The Pinball Arcade de FarSight Studios

Pour moi, en dehors de l’imagerie populaire, le flipper c’est avant tout un jeu qui était disponible grâce au CD de Windows 95+, Microsoft Windows Pinball, aussi connu sous le nom de 3D Space Cadet Pinball. Pour une raison que j’ignore encore, c’était le seul jeu de mon PC déjà installé, pas de solitaire ou autre démineur, et c’est donc naturellement celui où j’ai passé le plus de temps à essayer de battre des records. Toujours est il que je n’étais donc pas complètement étranger à la simulation de flipper quand je me suis lancé dans ce nouveau titre.

Il faut avouer que les premières impressions sur le jeu ne sont pas franchement encourageantes. Je ne sais pas comment FarSight Studios s’est débrouillé, mais l’interface date d’un autre temps. S’ils ont voulu imiter les interfaces mal conçues et incompréhensibles de l’époque: félicitations, c’est réussi. Enfin, après quelques essais infructueux on se retrouve face à son premier pinball. C’est avec Tales of the Arabian Nights que j’ai commencé, mais on retrouvera trois autres machines, Ripley’s Believe It or Not, Theatre of Magic, et Black Hole, qui est sans doute celui ayant inspiré celui de Windows, et donc mon préféré.

The Pinball Arcade Black Hole

Les machines sont vraiment reproduites à l’identique, et donc, on y retrouve tous leurs mécanismes: actions à provoquer en envoyant la balle, cascades d’évènements, bonus divers, voir sous monde lorsque cela est disponible. Là dessus, on peut dire que le tout est vraiment fidèle, les petits écrans affichant le score ont été reproduits avec les petites animations qui vont bien, et sont casés en haut à gauche de l’écran. De même, la bande son est au rendez-vous et chaque flipper vous « parlera ». Malheureusement, il faut avouer que du coup, le tout n’est pas très intuitif. Il n’y a pas de travail pour guider les néophytes et ce sera à eux d’essayer d’apprendre les arcanes de chaque machine.

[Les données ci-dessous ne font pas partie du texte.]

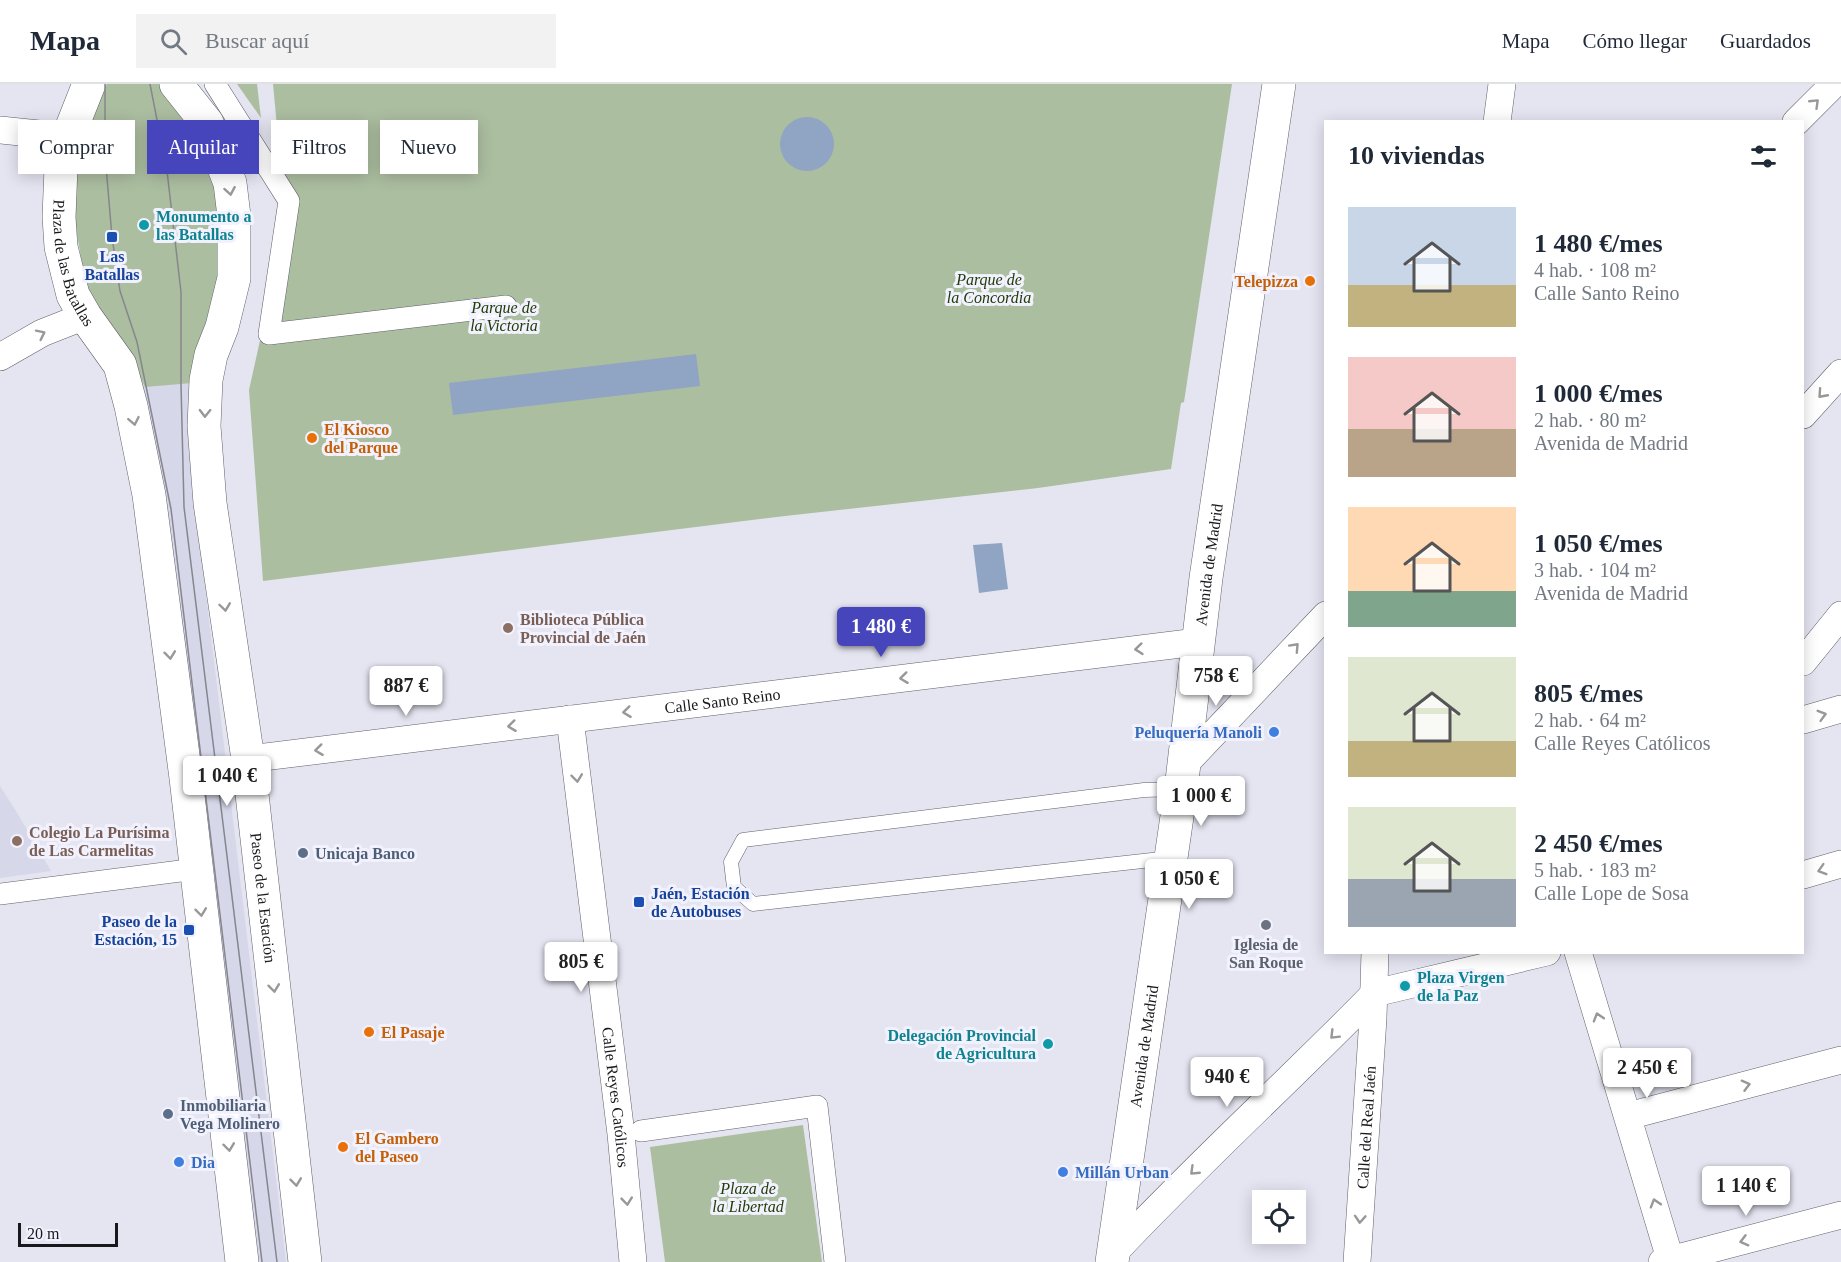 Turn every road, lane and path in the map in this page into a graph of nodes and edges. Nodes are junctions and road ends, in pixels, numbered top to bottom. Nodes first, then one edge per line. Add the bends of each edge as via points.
1 (89, 84) edge
2 (176, 84) edge
3 (215, 84) edge
4 (1279, 84) edge
5 (1502, 84) edge
6 (1834, 84) edge
7 (75, 120) edge
8 (1497, 120) edge
9 (1798, 120) edge
10 (0, 130) edge
11 (18, 132) edge
12 (60, 174) edge
13 (506, 306) dead end
14 (85, 316) junction
15 (0, 357) edge
16 (1841, 373) edge
17 (1804, 414) edge
18 (1841, 615) edge
19 (1324, 617) edge
20 (1197, 642) junction
21 (1804, 661) edge
22 (1841, 709) edge
23 (570, 719) junction
24 (1804, 720) edge
25 (248, 759) junction
26 (1182, 777) junction
27 (1170, 858) junction
28 (1841, 864) edge
29 (196, 869) junction
30 (1804, 875) edge
31 (0, 894) edge
32 (1375, 954) edge
33 (1539, 954) edge
34 (1579, 954) edge
35 (1375, 993) junction
36 (1841, 1060) edge
37 (1628, 1116) junction
38 (641, 1131) dead end
39 (1841, 1215) edge
40 (1112, 1258) edge
41 (1668, 1261) edge
42 (242, 1262) edge
43 (305, 1262) edge
44 (633, 1262) edge
45 (835, 1262) edge
46 (1357, 1262) edge

1 - 7 main road, Plaza de las Batallas
2 -> 25 main road, Paseo de la Estación via 207,123 230,183 234,216 234,278 211,355 204,426 210,503
3 - 13 street via 289,201 269,334
4 - 20 main road, Avenida de Madrid
5 - 8 street
9 -> 6 street
10 - 11 street
12 - 14 main road, Plaza de las Batallas via 62,246 73,295
15 -> 14 street via 42,333
14 -> 29 main road, Plaza de las Batallas via 120,365 149,495
16 -> 17 street
18 - 21 street
26 -> 19 street
20 -> 23 street, Calle Santo Reino
20 - 26 main road, Avenida de Madrid
24 -> 22 street
23 -> 25 street, Calle Santo Reino
23 -> 44 street, Calle Reyes Católicos
25 -> 43 main road, Paseo de la Estación
26 - 27 main road, Avenida de Madrid
26 - 27 lane via 1144,790 743,840 731,862 734,887 753,903
27 - 40 main road, Avenida de Madrid
28 -> 30 street
29 - 31 street
29 -> 42 main road
32 - 35 street, Calle del Real Jaén
33 - 35 street
37 -> 34 street
35 -> 40 street via 1156,1208
35 -> 46 street, Calle del Real Jaén
37 -> 36 street
41 -> 37 street
38 - 45 street via 817,1106
39 -> 41 street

Du coup, c’est certes comme avant, mais les gars de chez FarSight Studios ont sans doute oublié qu’il y avait des gens autour du flipper pour vous donner des conseils et vous montrer comment ça marche. Dommage là dessus, car c’est assez perdant et il faudra se motiver pour essayer de tout découvrir. Le jeu propose des objectifs à remplir, de deux difficultés différentes, pour en quelque sorte guider le joueur. Un peu comme des sous-succès, en quelque sorte. C’est sympathique, mais il est assez difficile de discerner ce qu’il faut faire pour les obtenir, avant ou après les avoir réussi d’ailleurs.

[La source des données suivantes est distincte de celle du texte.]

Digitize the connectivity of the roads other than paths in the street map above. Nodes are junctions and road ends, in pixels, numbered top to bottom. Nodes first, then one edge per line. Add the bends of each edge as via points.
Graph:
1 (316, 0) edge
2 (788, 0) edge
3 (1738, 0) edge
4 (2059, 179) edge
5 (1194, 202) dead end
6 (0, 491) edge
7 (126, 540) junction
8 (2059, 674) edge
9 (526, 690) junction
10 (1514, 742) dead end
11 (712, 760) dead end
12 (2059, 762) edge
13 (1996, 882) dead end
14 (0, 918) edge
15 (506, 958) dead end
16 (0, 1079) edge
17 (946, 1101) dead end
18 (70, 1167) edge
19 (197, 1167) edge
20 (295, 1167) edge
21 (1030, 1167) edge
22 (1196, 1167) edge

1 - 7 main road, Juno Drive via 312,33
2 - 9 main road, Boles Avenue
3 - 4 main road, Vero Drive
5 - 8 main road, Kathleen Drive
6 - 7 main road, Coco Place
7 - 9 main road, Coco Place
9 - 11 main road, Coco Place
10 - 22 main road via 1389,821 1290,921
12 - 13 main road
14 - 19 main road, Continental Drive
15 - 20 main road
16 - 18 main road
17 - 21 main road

The Pinball Arcade Ripley's Believe It or Not

Si il y a clairement des lacunes côté apparence et didactique, le gameplay est plutôt bon. On sent bien la physique de la balle, son poids, bien qu’on soit évidement derrière une manette non directement avec la machine. Le calibrage est bon, elle évolue bien et je n’ai pas eu de problème là dessus: c’est carré, niquel. Les différents évènements des plateaux viennent pimenter le tout, et on se prend relativement vite à la course au score. Ceux par défaut sont rapidement vaincus, mais le titre s’avère être sans doute la meilleure application possible à des leaderboards sur le Xbox Live. Et ça tombe bien puisque c’est déjà disponible.

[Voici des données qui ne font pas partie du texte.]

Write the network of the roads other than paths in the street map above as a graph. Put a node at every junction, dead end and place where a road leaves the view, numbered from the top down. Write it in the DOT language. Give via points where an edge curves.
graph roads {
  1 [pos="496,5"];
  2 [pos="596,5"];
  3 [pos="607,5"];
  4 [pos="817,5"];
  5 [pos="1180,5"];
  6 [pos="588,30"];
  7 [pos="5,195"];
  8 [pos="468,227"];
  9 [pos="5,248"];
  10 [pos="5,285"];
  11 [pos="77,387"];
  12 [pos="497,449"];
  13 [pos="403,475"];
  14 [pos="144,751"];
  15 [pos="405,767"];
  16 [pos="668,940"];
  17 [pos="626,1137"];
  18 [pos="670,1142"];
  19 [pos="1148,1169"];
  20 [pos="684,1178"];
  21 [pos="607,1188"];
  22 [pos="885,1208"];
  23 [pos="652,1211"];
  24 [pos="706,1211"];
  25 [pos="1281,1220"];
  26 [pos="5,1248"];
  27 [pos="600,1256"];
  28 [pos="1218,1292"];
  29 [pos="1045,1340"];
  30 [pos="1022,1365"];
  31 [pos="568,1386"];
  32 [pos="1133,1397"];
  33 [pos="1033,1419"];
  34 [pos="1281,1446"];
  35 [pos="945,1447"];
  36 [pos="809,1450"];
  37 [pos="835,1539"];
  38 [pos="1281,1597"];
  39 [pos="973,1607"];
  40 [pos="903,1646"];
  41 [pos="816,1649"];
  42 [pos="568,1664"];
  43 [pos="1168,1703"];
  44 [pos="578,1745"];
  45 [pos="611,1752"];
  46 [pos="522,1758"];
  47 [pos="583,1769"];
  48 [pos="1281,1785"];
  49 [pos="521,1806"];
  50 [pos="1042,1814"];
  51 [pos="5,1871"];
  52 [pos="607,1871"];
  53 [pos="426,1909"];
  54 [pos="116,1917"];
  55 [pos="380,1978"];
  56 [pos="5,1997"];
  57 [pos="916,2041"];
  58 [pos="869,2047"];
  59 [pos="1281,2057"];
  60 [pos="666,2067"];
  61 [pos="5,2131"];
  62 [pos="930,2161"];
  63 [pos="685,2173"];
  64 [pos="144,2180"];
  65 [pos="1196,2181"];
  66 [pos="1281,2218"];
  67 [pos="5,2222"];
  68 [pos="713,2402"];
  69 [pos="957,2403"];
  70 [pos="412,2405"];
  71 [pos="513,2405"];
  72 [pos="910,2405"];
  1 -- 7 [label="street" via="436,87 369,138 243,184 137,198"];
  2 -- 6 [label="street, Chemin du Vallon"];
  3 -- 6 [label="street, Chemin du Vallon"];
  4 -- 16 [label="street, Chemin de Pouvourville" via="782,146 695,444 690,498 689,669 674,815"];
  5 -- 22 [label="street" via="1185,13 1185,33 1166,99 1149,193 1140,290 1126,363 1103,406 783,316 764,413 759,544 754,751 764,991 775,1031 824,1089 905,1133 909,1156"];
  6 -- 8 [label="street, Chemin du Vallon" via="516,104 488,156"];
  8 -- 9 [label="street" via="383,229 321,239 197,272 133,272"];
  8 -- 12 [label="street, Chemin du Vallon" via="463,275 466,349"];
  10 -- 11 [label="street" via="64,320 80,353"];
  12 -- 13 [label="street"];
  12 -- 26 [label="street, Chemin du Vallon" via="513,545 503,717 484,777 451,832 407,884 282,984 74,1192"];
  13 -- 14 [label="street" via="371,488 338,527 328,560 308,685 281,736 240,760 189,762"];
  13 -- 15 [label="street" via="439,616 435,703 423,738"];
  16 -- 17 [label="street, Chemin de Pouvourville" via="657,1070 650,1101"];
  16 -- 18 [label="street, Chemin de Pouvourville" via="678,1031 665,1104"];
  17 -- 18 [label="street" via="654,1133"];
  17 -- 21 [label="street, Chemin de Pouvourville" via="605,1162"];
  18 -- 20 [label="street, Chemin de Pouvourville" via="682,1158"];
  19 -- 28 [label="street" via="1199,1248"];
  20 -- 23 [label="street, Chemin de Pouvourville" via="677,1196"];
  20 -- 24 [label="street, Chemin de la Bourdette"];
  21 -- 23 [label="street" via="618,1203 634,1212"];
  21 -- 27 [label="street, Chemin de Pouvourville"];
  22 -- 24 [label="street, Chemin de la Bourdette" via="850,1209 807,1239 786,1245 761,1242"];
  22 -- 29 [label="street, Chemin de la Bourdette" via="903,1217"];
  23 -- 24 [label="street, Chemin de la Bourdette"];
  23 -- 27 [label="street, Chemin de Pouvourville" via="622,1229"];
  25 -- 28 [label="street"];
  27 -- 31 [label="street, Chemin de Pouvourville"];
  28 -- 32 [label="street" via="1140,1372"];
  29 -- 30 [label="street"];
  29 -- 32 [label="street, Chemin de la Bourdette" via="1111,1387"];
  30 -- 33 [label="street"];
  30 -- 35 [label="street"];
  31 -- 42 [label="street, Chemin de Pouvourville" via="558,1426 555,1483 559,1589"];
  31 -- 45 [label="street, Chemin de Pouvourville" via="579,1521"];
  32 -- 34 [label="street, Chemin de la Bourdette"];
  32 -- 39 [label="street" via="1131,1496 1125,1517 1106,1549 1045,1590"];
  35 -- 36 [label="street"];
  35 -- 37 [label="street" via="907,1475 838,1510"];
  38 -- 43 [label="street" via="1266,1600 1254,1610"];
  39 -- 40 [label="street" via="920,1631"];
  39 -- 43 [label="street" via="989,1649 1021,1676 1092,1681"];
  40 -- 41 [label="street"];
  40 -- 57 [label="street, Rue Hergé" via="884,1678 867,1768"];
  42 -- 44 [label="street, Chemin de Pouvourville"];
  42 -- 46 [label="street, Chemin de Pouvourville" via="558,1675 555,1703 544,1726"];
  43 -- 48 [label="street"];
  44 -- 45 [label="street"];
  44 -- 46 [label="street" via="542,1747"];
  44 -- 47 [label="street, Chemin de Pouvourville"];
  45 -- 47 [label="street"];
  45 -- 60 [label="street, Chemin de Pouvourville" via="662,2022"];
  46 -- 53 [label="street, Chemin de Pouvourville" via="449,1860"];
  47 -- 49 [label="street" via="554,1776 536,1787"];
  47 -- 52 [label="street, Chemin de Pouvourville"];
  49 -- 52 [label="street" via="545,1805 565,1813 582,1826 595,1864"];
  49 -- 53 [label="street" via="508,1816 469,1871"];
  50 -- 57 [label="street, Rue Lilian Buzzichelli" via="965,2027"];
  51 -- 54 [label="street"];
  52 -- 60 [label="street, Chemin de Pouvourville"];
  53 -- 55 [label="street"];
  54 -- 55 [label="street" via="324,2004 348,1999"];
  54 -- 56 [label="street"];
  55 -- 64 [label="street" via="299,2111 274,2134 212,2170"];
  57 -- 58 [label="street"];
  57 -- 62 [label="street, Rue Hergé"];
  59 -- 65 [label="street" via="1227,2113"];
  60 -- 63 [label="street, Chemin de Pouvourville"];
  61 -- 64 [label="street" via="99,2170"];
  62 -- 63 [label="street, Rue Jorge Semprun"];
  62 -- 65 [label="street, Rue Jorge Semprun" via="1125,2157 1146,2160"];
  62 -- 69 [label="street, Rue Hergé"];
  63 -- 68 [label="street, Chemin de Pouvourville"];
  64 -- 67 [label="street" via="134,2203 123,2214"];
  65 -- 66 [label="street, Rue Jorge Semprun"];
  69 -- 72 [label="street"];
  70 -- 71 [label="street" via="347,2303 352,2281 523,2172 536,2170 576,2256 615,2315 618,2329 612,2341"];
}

Au final, il faut avouer que The Pinball Arcade s’adresse malheureusement avant tout aux fans de flippers, aux nostalgiques de cette époque révolue, et sans doute, de leur adolescence. Le titre se révèle être amusant à jouer et je me suis rapidement pris à essayer de battre mes scores, certes, avec un très bon feeling. Mais il est aussi particulièrement rebutant pour les néophytes tant le tout est loin d’être intuitif. Pour eux, il faudra s’accrocher afin d’amortir le prix, 800 MS Points, et il serait peut être plus sage de s’orienter vers un titre proposant de nouvelles tables et des didacticiels. Mais c’est un petit prix pour quiconque souhaitant retrouver les sensations d’antan.